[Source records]

:::

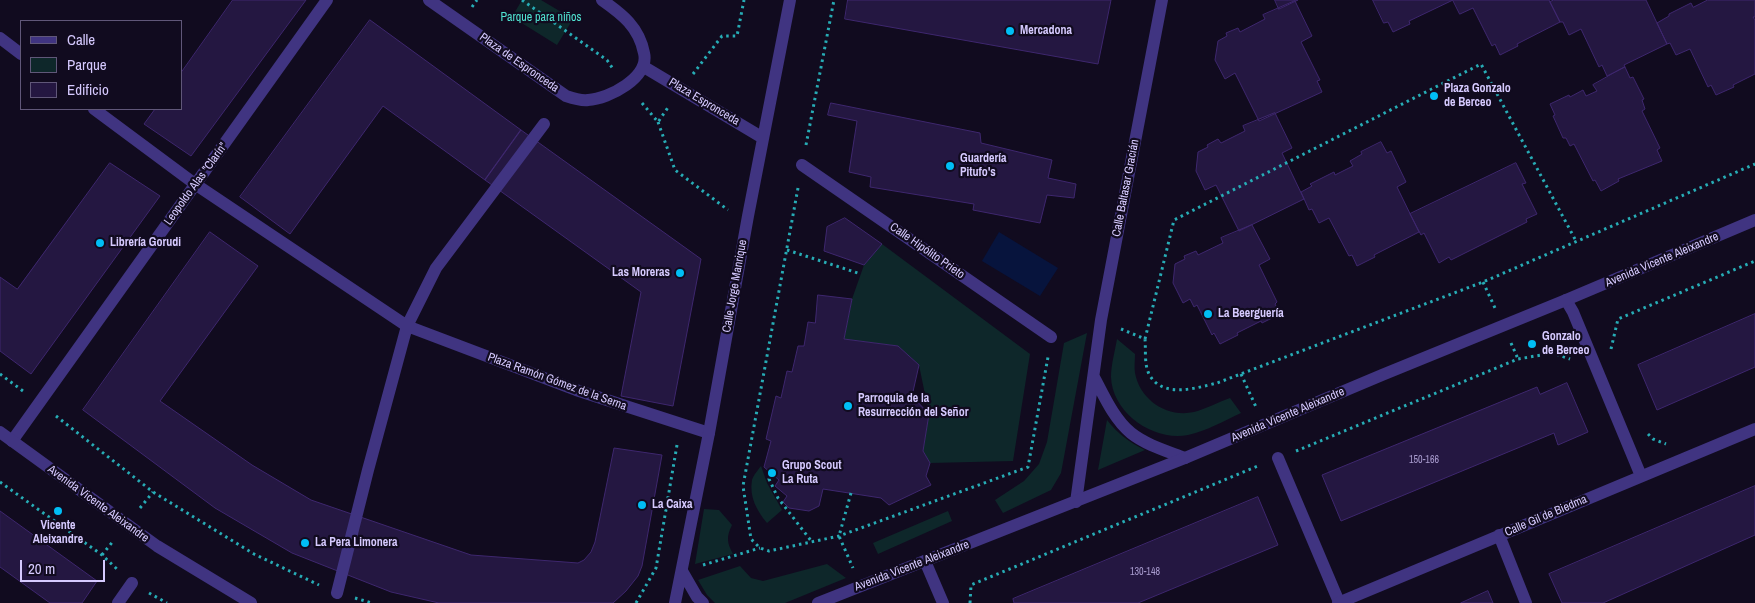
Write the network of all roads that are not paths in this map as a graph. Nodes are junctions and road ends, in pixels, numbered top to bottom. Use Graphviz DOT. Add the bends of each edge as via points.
graph roads {
  1 [pos="327,0"];
  2 [pos="429,0"];
  3 [pos="602,0"];
  4 [pos="790,0"];
  5 [pos="1162,0"];
  6 [pos="0,38"];
  7 [pos="20,53"];
  8 [pos="644,67"];
  9 [pos="95,110"];
  10 [pos="544,124"];
  11 [pos="763,138"];
  12 [pos="802,165"];
  13 [pos="195,184"];
  14 [pos="1755,220"];
  15 [pos="1566,300"];
  16 [pos="407,326"];
  17 [pos="1051,337"];
  18 [pos="1094,377"];
  19 [pos="1755,429"];
  20 [pos="0,432"];
  21 [pos="709,433"];
  22 [pos="12,441"];
  23 [pos="1185,458"];
  24 [pos="1278,458"];
  25 [pos="1641,476"];
  26 [pos="1076,502"];
  27 [pos="1499,535"];
  28 [pos="925,561"];
  29 [pos="682,572"];
  30 [pos="132,583"];
  31 [pos="337,593"];
  32 [pos="118,603"];
  33 [pos="251,603"];
  34 [pos="675,603"];
  35 [pos="703,603"];
  36 [pos="818,603"];
  37 [pos="943,603"];
  38 [pos="1338,603"];
  39 [pos="1526,603"];
  1 -- 13 [label="street, Leopoldo Alas \"Clarín\""];
  2 -- 8 [label="street, Plaza de Espronceda" via="573,99 588,100 608,95 626,85"];
  3 -- 8 [label="street" via="626,17 634,28 645,54"];
  4 -- 11 [label="street, Calle Jorge Manrique"];
  5 -- 18 [label="street, Calle Baltasar Gracián" via="1101,320"];
  6 -- 7 [label="street"];
  8 -- 11 [label="street, Plaza Espronceda"];
  9 -- 13 [label="street, Plaza Ramón Gómez de la Serna"];
  10 -- 16 [label="street" via="436,268"];
  11 -- 21 [label="street, Calle Jorge Manrique"];
  12 -- 17 [label="street, Calle Hipólito Prieto"];
  13 -- 16 [label="street, Plaza Ramón Gómez de la Serna"];
  13 -- 22 [label="street, Leopoldo Alas \"Clarín\""];
  14 -- 15 [label="street, Avenida Vicente Aleixandre"];
  15 -- 23 [label="street, Avenida Vicente Aleixandre"];
  15 -- 25 [label="street"];
  16 -- 21 [label="street, Plaza Ramón Gómez de la Serna" via="576,390"];
  16 -- 31 [label="street"];
  18 -- 23 [label="street" via="1109,406 1130,432"];
  18 -- 26 [label="street, Calle Baltasar Gracián"];
  19 -- 25 [label="street, Calle Gil de Biedma"];
  20 -- 22 [label="street, Avenida Vicente Aleixandre"];
  21 -- 29 [label="street, Calle Jorge Manrique"];
  22 -- 33 [label="street, Avenida Vicente Aleixandre" via="157,546"];
  23 -- 26 [label="street, Avenida Vicente Aleixandre"];
  24 -- 38 [label="street"];
  25 -- 27 [label="street, Calle Gil de Biedma"];
  26 -- 28 [label="street, Avenida Vicente Aleixandre"];
  27 -- 38 [label="street, Calle Gil de Biedma"];
  27 -- 39 [label="street"];
  28 -- 36 [label="street, Avenida Vicente Aleixandre"];
  28 -- 37 [label="street"];
  29 -- 34 [label="street, Calle Jorge Manrique"];
  29 -- 35 [label="street"];
  30 -- 32 [label="street"];
}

:::

(ACTION ITEM) All of the entries above should be copied exactly, with the images left out.

(FINAL ANSWER)
Write the network of all roads that are not paths in this map as a graph. Nodes are junctions and road ends, in pixels, numbered top to bottom. Use Graphviz DOT. Add the bends of each edge as via points.
graph roads {
  1 [pos="327,0"];
  2 [pos="429,0"];
  3 [pos="602,0"];
  4 [pos="790,0"];
  5 [pos="1162,0"];
  6 [pos="0,38"];
  7 [pos="20,53"];
  8 [pos="644,67"];
  9 [pos="95,110"];
  10 [pos="544,124"];
  11 [pos="763,138"];
  12 [pos="802,165"];
  13 [pos="195,184"];
  14 [pos="1755,220"];
  15 [pos="1566,300"];
  16 [pos="407,326"];
  17 [pos="1051,337"];
  18 [pos="1094,377"];
  19 [pos="1755,429"];
  20 [pos="0,432"];
  21 [pos="709,433"];
  22 [pos="12,441"];
  23 [pos="1185,458"];
  24 [pos="1278,458"];
  25 [pos="1641,476"];
  26 [pos="1076,502"];
  27 [pos="1499,535"];
  28 [pos="925,561"];
  29 [pos="682,572"];
  30 [pos="132,583"];
  31 [pos="337,593"];
  32 [pos="118,603"];
  33 [pos="251,603"];
  34 [pos="675,603"];
  35 [pos="703,603"];
  36 [pos="818,603"];
  37 [pos="943,603"];
  38 [pos="1338,603"];
  39 [pos="1526,603"];
  1 -- 13 [label="street, Leopoldo Alas \"Clarín\""];
  2 -- 8 [label="street, Plaza de Espronceda" via="573,99 588,100 608,95 626,85"];
  3 -- 8 [label="street" via="626,17 634,28 645,54"];
  4 -- 11 [label="street, Calle Jorge Manrique"];
  5 -- 18 [label="street, Calle Baltasar Gracián" via="1101,320"];
  6 -- 7 [label="street"];
  8 -- 11 [label="street, Plaza Espronceda"];
  9 -- 13 [label="street, Plaza Ramón Gómez de la Serna"];
  10 -- 16 [label="street" via="436,268"];
  11 -- 21 [label="street, Calle Jorge Manrique"];
  12 -- 17 [label="street, Calle Hipólito Prieto"];
  13 -- 16 [label="street, Plaza Ramón Gómez de la Serna"];
  13 -- 22 [label="street, Leopoldo Alas \"Clarín\""];
  14 -- 15 [label="street, Avenida Vicente Aleixandre"];
  15 -- 23 [label="street, Avenida Vicente Aleixandre"];
  15 -- 25 [label="street"];
  16 -- 21 [label="street, Plaza Ramón Gómez de la Serna" via="576,390"];
  16 -- 31 [label="street"];
  18 -- 23 [label="street" via="1109,406 1130,432"];
  18 -- 26 [label="street, Calle Baltasar Gracián"];
  19 -- 25 [label="street, Calle Gil de Biedma"];
  20 -- 22 [label="street, Avenida Vicente Aleixandre"];
  21 -- 29 [label="street, Calle Jorge Manrique"];
  22 -- 33 [label="street, Avenida Vicente Aleixandre" via="157,546"];
  23 -- 26 [label="street, Avenida Vicente Aleixandre"];
  24 -- 38 [label="street"];
  25 -- 27 [label="street, Calle Gil de Biedma"];
  26 -- 28 [label="street, Avenida Vicente Aleixandre"];
  27 -- 38 [label="street, Calle Gil de Biedma"];
  27 -- 39 [label="street"];
  28 -- 36 [label="street, Avenida Vicente Aleixandre"];
  28 -- 37 [label="street"];
  29 -- 34 [label="street, Calle Jorge Manrique"];
  29 -- 35 [label="street"];
  30 -- 32 [label="street"];
}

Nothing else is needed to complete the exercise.